Pigmented Purpuric Dermatosis Associated with Primary Antiphospholipid Syndrome
INTERNAL MEDICINE, cilt.52, sa.11, ss.1255-1257, 2013 (SCI-Expanded, Scopus)
- Yayın Türü: Makale / Tam Makale
- Cilt numarası: 52 Sayı: 11
- Basım Tarihi: 2013
- Doi Numarası: 10.2169/internalmedicine.52.0028
- Dergi Adı: INTERNAL MEDICINE
- Derginin Tarandığı İndeksler: Science Citation Index Expanded (SCI-EXPANDED), Scopus
- Sayfa Sayıları: ss.1255-1257
- Açık Arşiv Koleksiyonu: AVESİS Açık Erişim Koleksiyonu
- Çukurova Üniversitesi Adresli: Evet
Özet
Pigmented purpuric dermatosis (PPD) is a group of chronic disorders characterized by the extravasation of erythrocytes and marked hemosiderin deposits in the dermis.
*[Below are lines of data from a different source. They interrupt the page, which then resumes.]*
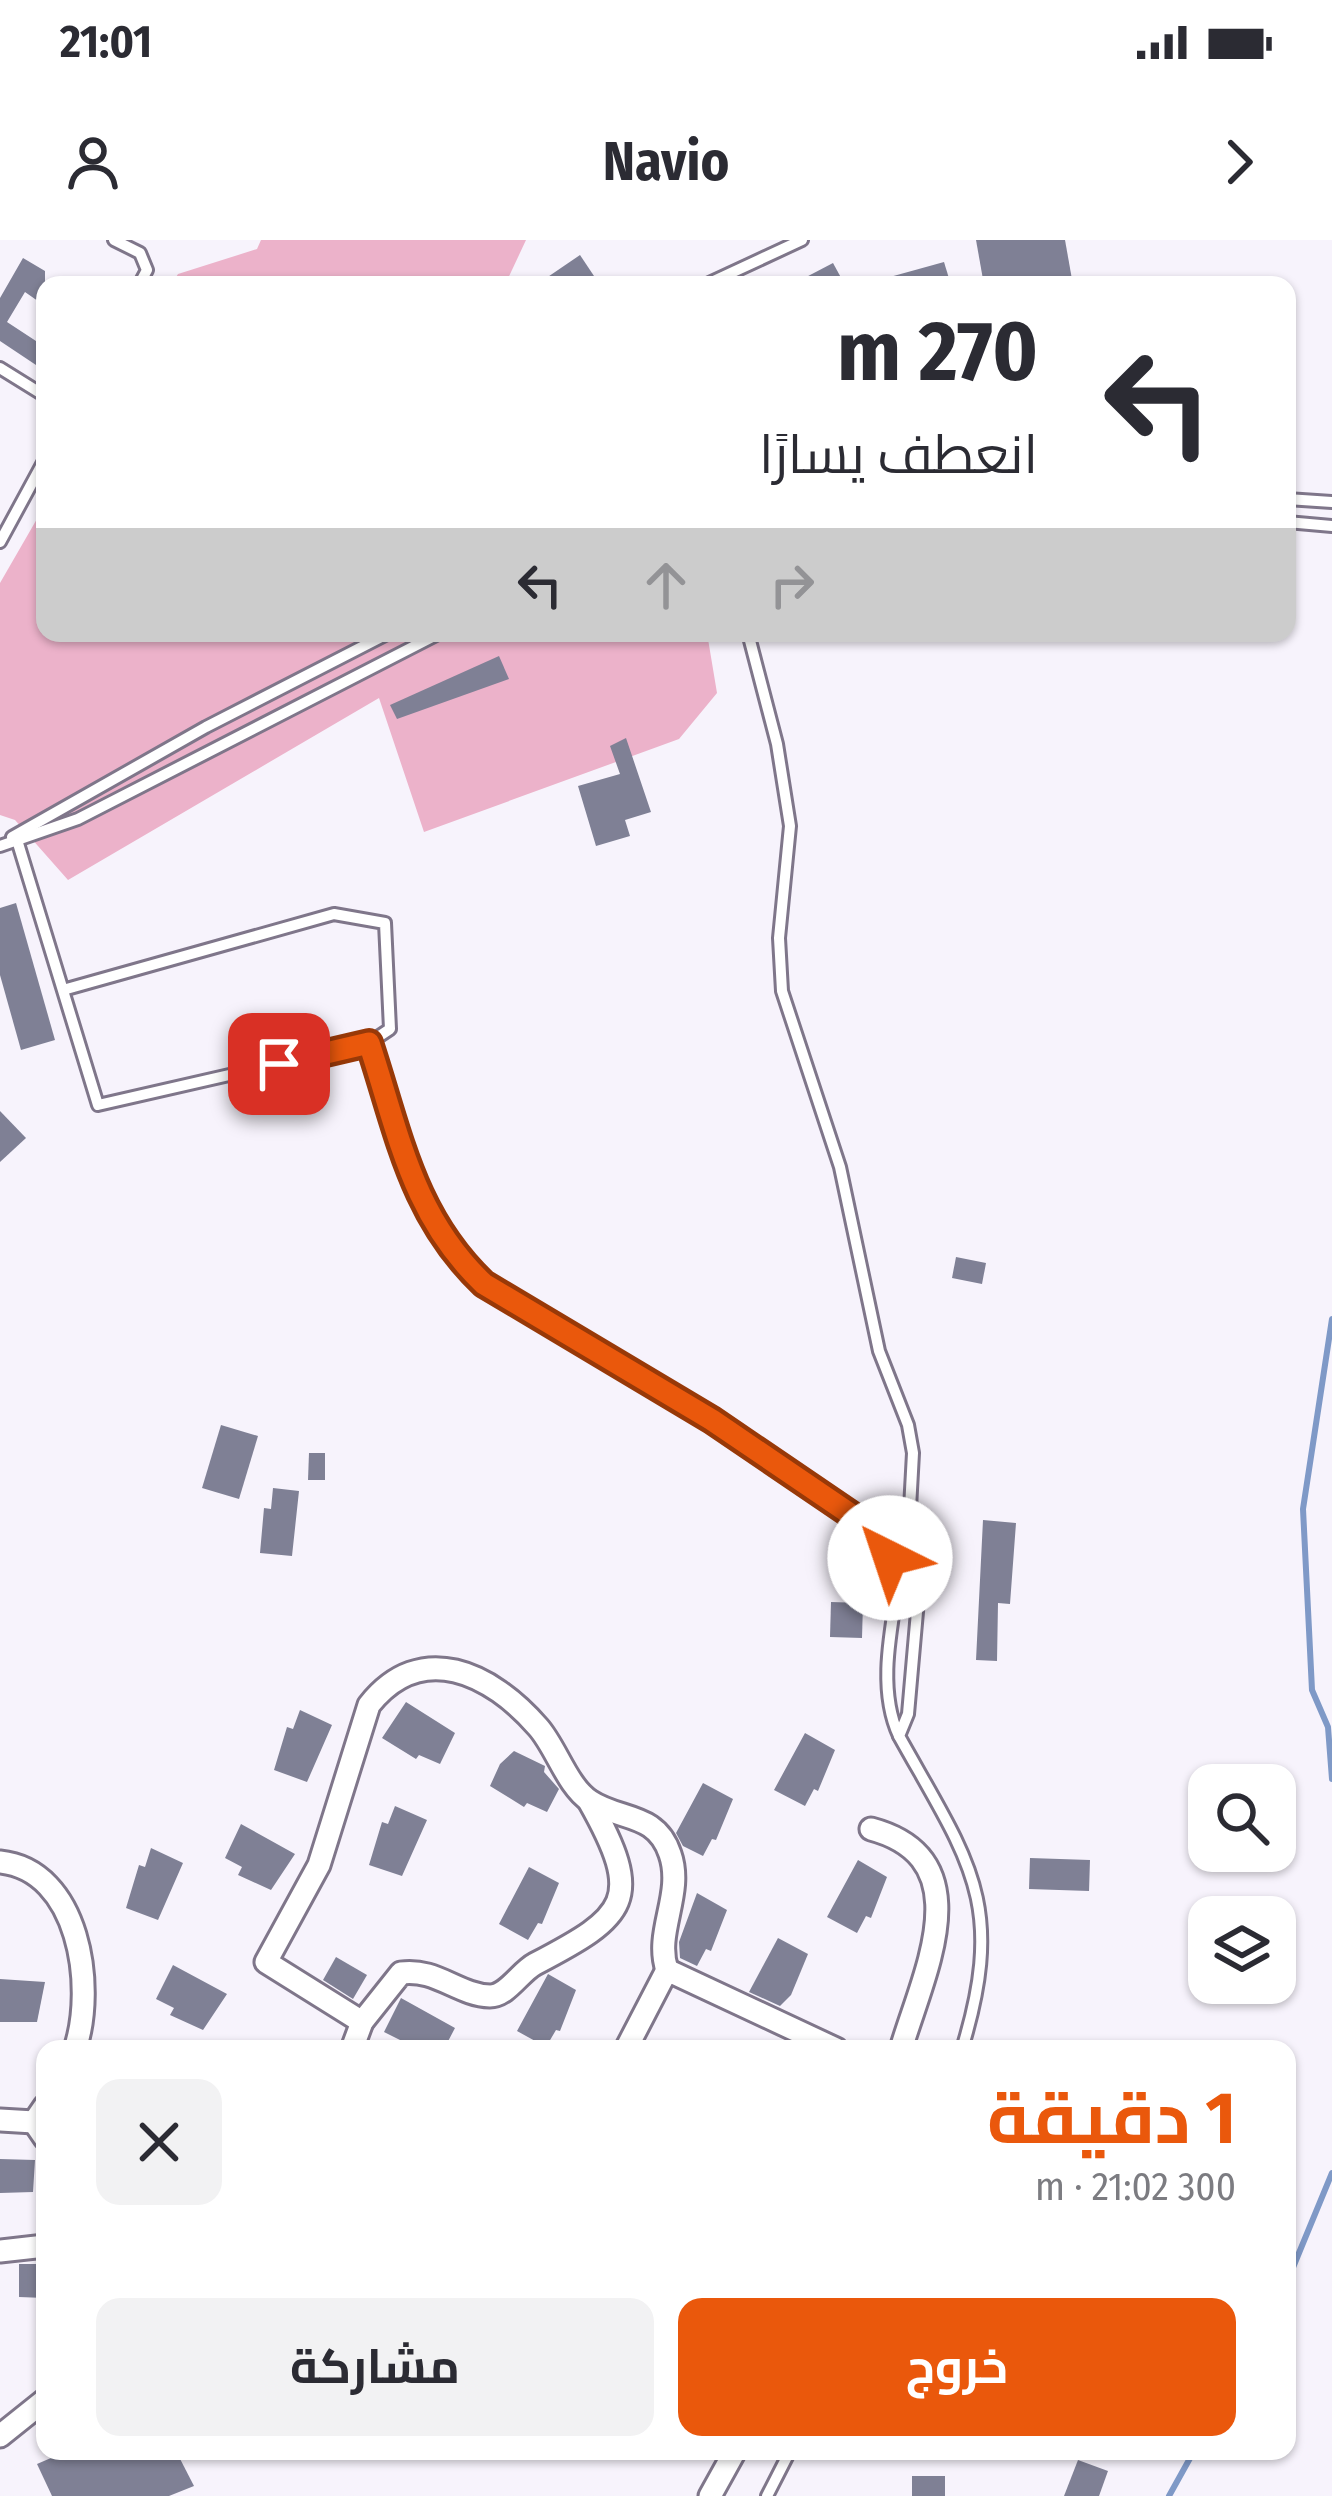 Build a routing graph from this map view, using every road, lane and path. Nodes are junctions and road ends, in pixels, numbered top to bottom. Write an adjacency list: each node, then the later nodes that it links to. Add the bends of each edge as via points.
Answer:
1 (114, 240): 3 (lane, via 140,253)
2 (802, 240): 4 (lane)
3 (144, 276)
4 (724, 276)
5 (0, 368): 6 (lane)
6 (36, 390)
7 (36, 476): 12 (lane)
8 (1296, 500): 9 (lane)
9 (1332, 502)
10 (1296, 523): 11 (lane)
11 (1331, 526)
12 (0, 542)
13 (372, 642): 17 (lane)
14 (422, 642): 16 (lane, via 78,819)
15 (750, 642): 20 (lane, via 790,826 782,992 840,1167 879,1351 908,1425)
16 (17, 840): 17 (lane); 18 (lane)
17 (0, 845)
18 (63, 991): 19 (lane, via 98,1105); 19 (lane, via 334,914 385,923 391,1028)
19 (369, 1043): 21 (lane, via 434,1227 484,1284 712,1420)
20 (909, 1527): 21 (lane); 22 (lane)
21 (887, 1539): 23 (lane, via 887,1552)
22 (922, 1552): 23 (lane); 24 (lane, via 908,1714)
23 (901, 1564): 24 (lane, via 887,1672)
24 (899, 1736): 35 (lane, via 980,1894 976,1990)
25 (589, 1801): 28 (street, via 642,1818 672,1856 673,1899 660,1949); 29 (street, via 620,1868 613,1915 599,1931 489,1996 421,1970 401,1973); 29 (street, via 539,1728 486,1684 424,1667 383,1687 354,1738 320,1865 266,1962)
26 (871, 1829): 34 (street, via 920,1855 938,1889 938,1922)
27 (0, 1862): 30 (street, via 44,1876 60,1898 84,1988)
28 (667, 1970): 32 (street); 33 (street)
29 (362, 2022): 31 (street)
30 (78, 2040)
31 (355, 2040)
32 (631, 2040)
33 (817, 2040)
34 (904, 2040)
35 (964, 2040)
36 (0, 2120): 37 (street)
37 (36, 2122)
38 (36, 2247): 39 (street)
39 (0, 2251)
40 (36, 2407): 41 (street)
41 (0, 2436)
42 (730, 2460): 44 (street)
43 (785, 2460): 45 (lane)
44 (710, 2496)
45 (767, 2496)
Schamberg disease is a subtype of pigmented purpuric dermatosis in which nonpalpable purpura is prominent on the lower extremities. No cases of primary antiphospholipid syndrome and pigmented purpuric dermatosis have so far been reported in the literature. We herein report a case of pigmented purpuric dermatosis associated with primary antiphospholipid syndrome.